Coesão, perseverança e equilíbrio são fatores fundamentais para o Brasil enfrentar a pandemia do coronavírus. Ao presidente competiria usar a autoridade que a Constituição lhe confere para liderar os brasileiros nessa dura travessia. A missão de comandar é indelegável, quanto mais em tempos de guerra. O Covid-19 pode provocar a morte de 110 mil brasileiros nos próximos meses e a recessão bate à nossa porta. O Brasil, portanto, não precisa que se instale uma crise de autoridade em um quadro tão dantesco.
Infelizmente já está posta, como evidencia o demite-não-demite do ministro da Saúde. O comportamento errático de Jair Bolsonaro, sua falta de foco na defesa da vida e da sobrevivência das pessoas passam para a sociedade a imagem de um presidente emparedado pelos outros dois poderes e por ministros moderados que ora atuam como bombeiros, ora para reduzir danos.
O mais comezinho direito de um presidente é o de nomear e demitir. O de Bolsonaro foi posto em xeque em função de suas tentativas atabalhoadas de livrar-se do ministro que lhe faz sombra. Não que Luiz Henrique Mandetta seja insubstituível ou que sua condução no combate ao coronavírus seja isenta de críticas.
Mas só se demite um general em campo de batalha quando sua estratégia pode levar à derrota ou à desagregação de suas forças. Não é que vem acontecendo com o desempenho de Mandetta, cuja estratégia encontra-se respaldada pela Organização Mundial da Saúde. O ministro acerta quando se pauta pela ciência. É recomendável que não desperdice energias em uma “guerra de estrelas”.
O efeito mais perverso da crise de autoridade é a existência de um governo desarticulado. Ou melhor, de um governo desgovernado. É como se as ações dos diversos ministérios não tivessem relação entre si e inexistisse uma coordenação para dar coerência e eficácia a ação governamental. Não se pede ao presidente que seja o braço operativo dessa coordenação, mas a missão de dar um norte deveria ser dele e de mais ninguém.
Há um conjunto de necessidades que exigem uma ação articulada e transversal. Os desafios são muitos e as carências imensas.

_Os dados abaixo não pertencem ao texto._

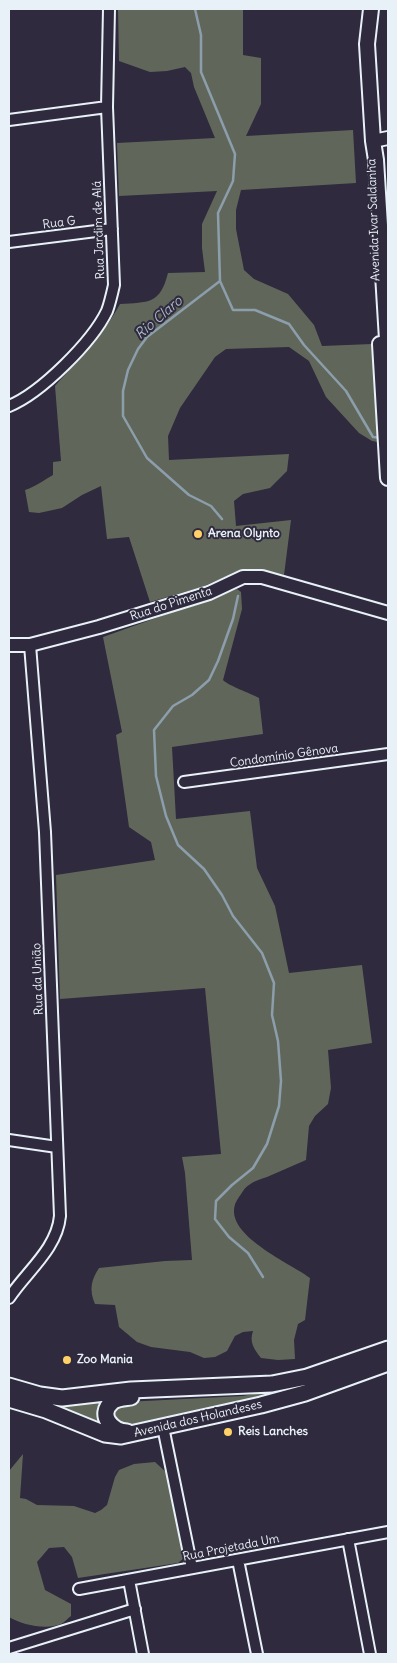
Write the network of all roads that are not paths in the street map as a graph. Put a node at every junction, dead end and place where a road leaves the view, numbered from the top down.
1 (109, 9) edge
2 (371, 9) edge
3 (107, 107) junction
4 (9, 120) edge
5 (388, 138) edge
6 (373, 141) junction
7 (112, 229) junction
8 (9, 242) edge
9 (383, 287) edge
10 (388, 356) edge
11 (9, 406) edge
12 (386, 420) edge
13 (388, 478) edge
14 (388, 613) edge
15 (9, 645) edge
16 (30, 645) junction
17 (388, 754) edge
18 (184, 782) dead end
19 (9, 1140) edge
20 (57, 1147) junction
21 (9, 1298) edge
22 (388, 1349) edge
23 (388, 1363) edge
24 (272, 1384) junction
25 (9, 1386) edge
26 (9, 1399) edge
27 (163, 1427) junction
28 (142, 1432) junction
29 (388, 1532) edge
30 (348, 1539) junction
31 (238, 1560) junction
32 (192, 1568) junction
33 (129, 1580) junction
34 (79, 1590) dead end
35 (135, 1609) junction
36 (9, 1648) edge
37 (143, 1654) edge
38 (257, 1654) edge
39 (370, 1654) edge

1 - 3 street, Rua Jardim de Alá
2 - 6 main road, Avenida Ivar Saldanha
3 - 4 street
3 - 7 street, Rua Jardim de Alá
5 - 6 street
6 - 9 main road, Avenida Ivar Saldanha
7 - 8 street, Rua G
7 - 11 street, Rua Jardim de Alá
9 - 10 main road, Avenida Ivar Saldanha
9 - 12 main road, Avenida Ivar Saldanha
12 - 13 main road, Avenida Ivar Saldanha
14 - 16 street, Rua do Pimenta
15 - 16 street, Rua do Pimenta
16 - 20 street, Rua da União
17 - 18 street, Condomínio Gênova
19 - 20 street
20 - 21 street, Rua da União
22 - 24 main road, Avenida dos Holandeses
23 - 27 main road, Avenida dos Holandeses
24 - 25 main road, Avenida dos Holandeses
24 - 28 main road
26 - 28 main road, Avenida dos Holandeses
27 - 28 main road, Avenida dos Holandeses
27 - 32 street
29 - 30 street, Rua Projetada Um
30 - 31 street, Rua Projetada Um
30 - 39 street
31 - 32 street, Rua Projetada Um
31 - 38 street
32 - 33 street, Rua Projetada Um
33 - 34 street, Rua Projetada Um
33 - 35 street
35 - 36 street
35 - 37 street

Como fazer para suprir a falta de EPIs ou reorientar a produção nacional para uma “economia de guerra”, capaz de responder por exemplo à demanda por respiradores mecânicos, são questões sem respostas. Também não se sente um esforço conjunto do governo federal para criar novos leitos e UTIs, bem como para avanços de pesquisas em busca de remédios e vacina para o coronavírus.
O general Braga Neto foi indicado para coordenar e dar sentido orgânico à ação de todas as pastas. Teoricamente é capacitado para a missão, por sua experiência como planejador, mas é visível que falta ao governo um Pedro Parente. Mais ainda falta um presidente como Fernando Henrique Cardoso, capaz de tornar menores as crises que adentram o Palácio do Planalto.
A quebra da autoridade presidencial traz consigo o germe da anarquia. O exemplo mais deletério vem do ministro da Educação, Abraham Weintraub, sem a menor noção do papel institucional de um ministro de Estado. Irresponsavelmente, contrariou os interesses nacionais com sua mensagem racista em relação aos chineses.
A China é o maior produtor mundial dos insumos médicos tão necessários para nosso sistema de saúde não colapsar. É nosso principal comercial, seu mercado é estratégico para a soja brasileira, que sofre concorrência agressiva dos Estados Unidos. Pois bem, enquanto a ministra da Agricultura, Tereza Cristina Dias, e o vice presidente da República, Hamilton Mourão, atuam para preservar os interesses brasileiros, Weintraub, por motivos ideológicos, opera para implodir as relações com a China. De que lado está Bolsonaro neste embate? Seu silêncio sepulcral é sintomático e preocupante.
Em jogo não está apenas a autoridade da figura Bolsonaro. Está a autoridade da instituição Presidência da República. Restaurá-la é fundamental, se quisermos vencer a guerra contra o coronavírus.
Não será reconstruída, contudo, à base do “prendo e arrebento” do general Figueiredo. Ou por uma canetada que jogue fora o esforço da sociedade e o bom trabalho realizado pela pasta da Saúde. Exigirá espírito de liderança, resiliência, autorregulação, inteligência emocional, requisitos ausentes no presidente.
A despeito de o leme estar em mãos trêmulas, vamos ter de nos reinventar para atravessar a tempestade do coronavírus. E triplicar esforços para evitar que a nau afunde.
Hubert Alquéres é membro da Academia Paulista de Educação, da Câmara Brasileira do Livro e do Conselho Estadual de Educação. Escreve às 4as feiras no Blog do Noblat.